→ **TASK DETAILS**
The response must contain every line of the records that follow, duplicated exactly.
___ RECORD EXTRACTS
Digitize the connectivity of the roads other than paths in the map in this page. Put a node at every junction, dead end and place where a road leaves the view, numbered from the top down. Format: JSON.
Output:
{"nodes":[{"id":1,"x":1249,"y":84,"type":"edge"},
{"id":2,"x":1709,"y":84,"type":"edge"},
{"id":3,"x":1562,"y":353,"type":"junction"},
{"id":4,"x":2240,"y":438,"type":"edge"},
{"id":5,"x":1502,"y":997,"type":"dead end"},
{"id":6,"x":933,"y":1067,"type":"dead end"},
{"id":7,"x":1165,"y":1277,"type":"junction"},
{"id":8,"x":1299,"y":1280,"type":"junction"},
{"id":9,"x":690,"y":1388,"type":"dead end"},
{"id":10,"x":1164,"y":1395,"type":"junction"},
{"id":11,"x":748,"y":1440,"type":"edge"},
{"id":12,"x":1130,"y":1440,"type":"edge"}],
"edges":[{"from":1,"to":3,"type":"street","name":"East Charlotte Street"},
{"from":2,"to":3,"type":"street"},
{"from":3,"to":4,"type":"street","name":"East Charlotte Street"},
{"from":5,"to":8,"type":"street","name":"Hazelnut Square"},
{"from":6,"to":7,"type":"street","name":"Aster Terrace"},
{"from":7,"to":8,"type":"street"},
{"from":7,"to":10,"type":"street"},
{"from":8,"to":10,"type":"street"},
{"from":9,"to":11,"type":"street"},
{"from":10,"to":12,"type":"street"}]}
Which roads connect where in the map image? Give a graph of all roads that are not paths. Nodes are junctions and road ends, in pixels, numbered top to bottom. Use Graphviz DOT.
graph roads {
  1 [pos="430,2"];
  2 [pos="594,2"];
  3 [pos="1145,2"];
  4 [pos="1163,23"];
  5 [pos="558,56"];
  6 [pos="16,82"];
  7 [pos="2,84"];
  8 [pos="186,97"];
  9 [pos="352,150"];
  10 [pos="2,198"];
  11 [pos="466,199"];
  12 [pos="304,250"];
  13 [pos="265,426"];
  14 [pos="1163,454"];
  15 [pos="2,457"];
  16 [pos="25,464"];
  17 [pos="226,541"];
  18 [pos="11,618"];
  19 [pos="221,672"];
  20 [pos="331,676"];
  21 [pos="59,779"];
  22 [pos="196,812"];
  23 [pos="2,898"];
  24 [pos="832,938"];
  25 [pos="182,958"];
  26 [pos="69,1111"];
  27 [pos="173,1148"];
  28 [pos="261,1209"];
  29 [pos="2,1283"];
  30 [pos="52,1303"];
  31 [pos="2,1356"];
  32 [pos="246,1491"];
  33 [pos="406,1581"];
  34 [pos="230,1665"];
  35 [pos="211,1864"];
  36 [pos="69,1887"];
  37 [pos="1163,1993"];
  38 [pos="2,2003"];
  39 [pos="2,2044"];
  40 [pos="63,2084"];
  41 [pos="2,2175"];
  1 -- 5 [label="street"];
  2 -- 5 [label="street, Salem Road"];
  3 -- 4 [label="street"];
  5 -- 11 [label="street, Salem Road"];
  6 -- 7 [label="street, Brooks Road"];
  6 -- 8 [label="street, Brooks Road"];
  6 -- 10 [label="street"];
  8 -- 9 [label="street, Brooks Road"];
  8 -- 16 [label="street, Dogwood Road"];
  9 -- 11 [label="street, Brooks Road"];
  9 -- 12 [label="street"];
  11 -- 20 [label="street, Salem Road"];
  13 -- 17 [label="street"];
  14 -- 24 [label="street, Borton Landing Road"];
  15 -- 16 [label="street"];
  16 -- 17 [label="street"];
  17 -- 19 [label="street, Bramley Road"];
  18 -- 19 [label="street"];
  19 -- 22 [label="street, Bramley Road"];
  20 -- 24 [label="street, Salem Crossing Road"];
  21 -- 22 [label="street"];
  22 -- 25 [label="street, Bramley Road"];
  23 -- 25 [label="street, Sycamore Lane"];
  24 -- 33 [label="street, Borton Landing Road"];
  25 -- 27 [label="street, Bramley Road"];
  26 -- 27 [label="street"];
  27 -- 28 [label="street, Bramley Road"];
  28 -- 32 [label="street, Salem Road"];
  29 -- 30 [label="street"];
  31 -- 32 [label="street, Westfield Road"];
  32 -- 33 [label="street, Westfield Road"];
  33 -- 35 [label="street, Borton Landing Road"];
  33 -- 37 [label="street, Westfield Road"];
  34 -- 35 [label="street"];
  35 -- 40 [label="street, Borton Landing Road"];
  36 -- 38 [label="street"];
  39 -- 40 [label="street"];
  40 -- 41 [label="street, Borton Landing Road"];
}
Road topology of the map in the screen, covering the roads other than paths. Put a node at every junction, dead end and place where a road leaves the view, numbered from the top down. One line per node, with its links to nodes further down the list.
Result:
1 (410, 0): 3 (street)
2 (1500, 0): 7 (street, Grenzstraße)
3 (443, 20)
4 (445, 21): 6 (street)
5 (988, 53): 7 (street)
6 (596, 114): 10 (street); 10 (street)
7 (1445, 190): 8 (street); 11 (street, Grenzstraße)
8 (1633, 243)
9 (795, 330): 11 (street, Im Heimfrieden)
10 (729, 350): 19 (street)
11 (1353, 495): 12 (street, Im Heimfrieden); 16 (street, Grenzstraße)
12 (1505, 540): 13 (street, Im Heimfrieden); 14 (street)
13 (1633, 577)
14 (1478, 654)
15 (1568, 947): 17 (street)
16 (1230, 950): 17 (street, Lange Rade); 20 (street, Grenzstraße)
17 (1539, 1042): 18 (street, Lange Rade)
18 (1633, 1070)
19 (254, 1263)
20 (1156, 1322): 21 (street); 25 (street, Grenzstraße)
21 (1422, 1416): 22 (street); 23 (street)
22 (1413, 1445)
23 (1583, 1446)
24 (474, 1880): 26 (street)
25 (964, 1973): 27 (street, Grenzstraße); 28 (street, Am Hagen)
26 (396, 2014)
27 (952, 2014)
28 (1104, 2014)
______
→ **REPLY**
Digitize the connectivity of the roads other than paths in the map in this page. Put a node at every junction, dead end and place where a road leaves the view, numbered from the top down. Format: JSON.
Output:
{"nodes":[{"id":1,"x":1249,"y":84,"type":"edge"},
{"id":2,"x":1709,"y":84,"type":"edge"},
{"id":3,"x":1562,"y":353,"type":"junction"},
{"id":4,"x":2240,"y":438,"type":"edge"},
{"id":5,"x":1502,"y":997,"type":"dead end"},
{"id":6,"x":933,"y":1067,"type":"dead end"},
{"id":7,"x":1165,"y":1277,"type":"junction"},
{"id":8,"x":1299,"y":1280,"type":"junction"},
{"id":9,"x":690,"y":1388,"type":"dead end"},
{"id":10,"x":1164,"y":1395,"type":"junction"},
{"id":11,"x":748,"y":1440,"type":"edge"},
{"id":12,"x":1130,"y":1440,"type":"edge"}],
"edges":[{"from":1,"to":3,"type":"street","name":"East Charlotte Street"},
{"from":2,"to":3,"type":"street"},
{"from":3,"to":4,"type":"street","name":"East Charlotte Street"},
{"from":5,"to":8,"type":"street","name":"Hazelnut Square"},
{"from":6,"to":7,"type":"street","name":"Aster Terrace"},
{"from":7,"to":8,"type":"street"},
{"from":7,"to":10,"type":"street"},
{"from":8,"to":10,"type":"street"},
{"from":9,"to":11,"type":"street"},
{"from":10,"to":12,"type":"street"}]}
Which roads connect where in the map image? Give a graph of all roads that are not paths. Nodes are junctions and road ends, in pixels, numbered top to bottom. Use Graphviz DOT.
graph roads {
  1 [pos="430,2"];
  2 [pos="594,2"];
  3 [pos="1145,2"];
  4 [pos="1163,23"];
  5 [pos="558,56"];
  6 [pos="16,82"];
  7 [pos="2,84"];
  8 [pos="186,97"];
  9 [pos="352,150"];
  10 [pos="2,198"];
  11 [pos="466,199"];
  12 [pos="304,250"];
  13 [pos="265,426"];
  14 [pos="1163,454"];
  15 [pos="2,457"];
  16 [pos="25,464"];
  17 [pos="226,541"];
  18 [pos="11,618"];
  19 [pos="221,672"];
  20 [pos="331,676"];
  21 [pos="59,779"];
  22 [pos="196,812"];
  23 [pos="2,898"];
  24 [pos="832,938"];
  25 [pos="182,958"];
  26 [pos="69,1111"];
  27 [pos="173,1148"];
  28 [pos="261,1209"];
  29 [pos="2,1283"];
  30 [pos="52,1303"];
  31 [pos="2,1356"];
  32 [pos="246,1491"];
  33 [pos="406,1581"];
  34 [pos="230,1665"];
  35 [pos="211,1864"];
  36 [pos="69,1887"];
  37 [pos="1163,1993"];
  38 [pos="2,2003"];
  39 [pos="2,2044"];
  40 [pos="63,2084"];
  41 [pos="2,2175"];
  1 -- 5 [label="street"];
  2 -- 5 [label="street, Salem Road"];
  3 -- 4 [label="street"];
  5 -- 11 [label="street, Salem Road"];
  6 -- 7 [label="street, Brooks Road"];
  6 -- 8 [label="street, Brooks Road"];
  6 -- 10 [label="street"];
  8 -- 9 [label="street, Brooks Road"];
  8 -- 16 [label="street, Dogwood Road"];
  9 -- 11 [label="street, Brooks Road"];
  9 -- 12 [label="street"];
  11 -- 20 [label="street, Salem Road"];
  13 -- 17 [label="street"];
  14 -- 24 [label="street, Borton Landing Road"];
  15 -- 16 [label="street"];
  16 -- 17 [label="street"];
  17 -- 19 [label="street, Bramley Road"];
  18 -- 19 [label="street"];
  19 -- 22 [label="street, Bramley Road"];
  20 -- 24 [label="street, Salem Crossing Road"];
  21 -- 22 [label="street"];
  22 -- 25 [label="street, Bramley Road"];
  23 -- 25 [label="street, Sycamore Lane"];
  24 -- 33 [label="street, Borton Landing Road"];
  25 -- 27 [label="street, Bramley Road"];
  26 -- 27 [label="street"];
  27 -- 28 [label="street, Bramley Road"];
  28 -- 32 [label="street, Salem Road"];
  29 -- 30 [label="street"];
  31 -- 32 [label="street, Westfield Road"];
  32 -- 33 [label="street, Westfield Road"];
  33 -- 35 [label="street, Borton Landing Road"];
  33 -- 37 [label="street, Westfield Road"];
  34 -- 35 [label="street"];
  35 -- 40 [label="street, Borton Landing Road"];
  36 -- 38 [label="street"];
  39 -- 40 [label="street"];
  40 -- 41 [label="street, Borton Landing Road"];
}
Road topology of the map in the screen, covering the roads other than paths. Put a node at every junction, dead end and place where a road leaves the view, numbered from the top down. One line per node, with its links to nodes further down the list.
Result:
1 (410, 0): 3 (street)
2 (1500, 0): 7 (street, Grenzstraße)
3 (443, 20)
4 (445, 21): 6 (street)
5 (988, 53): 7 (street)
6 (596, 114): 10 (street); 10 (street)
7 (1445, 190): 8 (street); 11 (street, Grenzstraße)
8 (1633, 243)
9 (795, 330): 11 (street, Im Heimfrieden)
10 (729, 350): 19 (street)
11 (1353, 495): 12 (street, Im Heimfrieden); 16 (street, Grenzstraße)
12 (1505, 540): 13 (street, Im Heimfrieden); 14 (street)
13 (1633, 577)
14 (1478, 654)
15 (1568, 947): 17 (street)
16 (1230, 950): 17 (street, Lange Rade); 20 (street, Grenzstraße)
17 (1539, 1042): 18 (street, Lange Rade)
18 (1633, 1070)
19 (254, 1263)
20 (1156, 1322): 21 (street); 25 (street, Grenzstraße)
21 (1422, 1416): 22 (street); 23 (street)
22 (1413, 1445)
23 (1583, 1446)
24 (474, 1880): 26 (street)
25 (964, 1973): 27 (street, Grenzstraße); 28 (street, Am Hagen)
26 (396, 2014)
27 (952, 2014)
28 (1104, 2014)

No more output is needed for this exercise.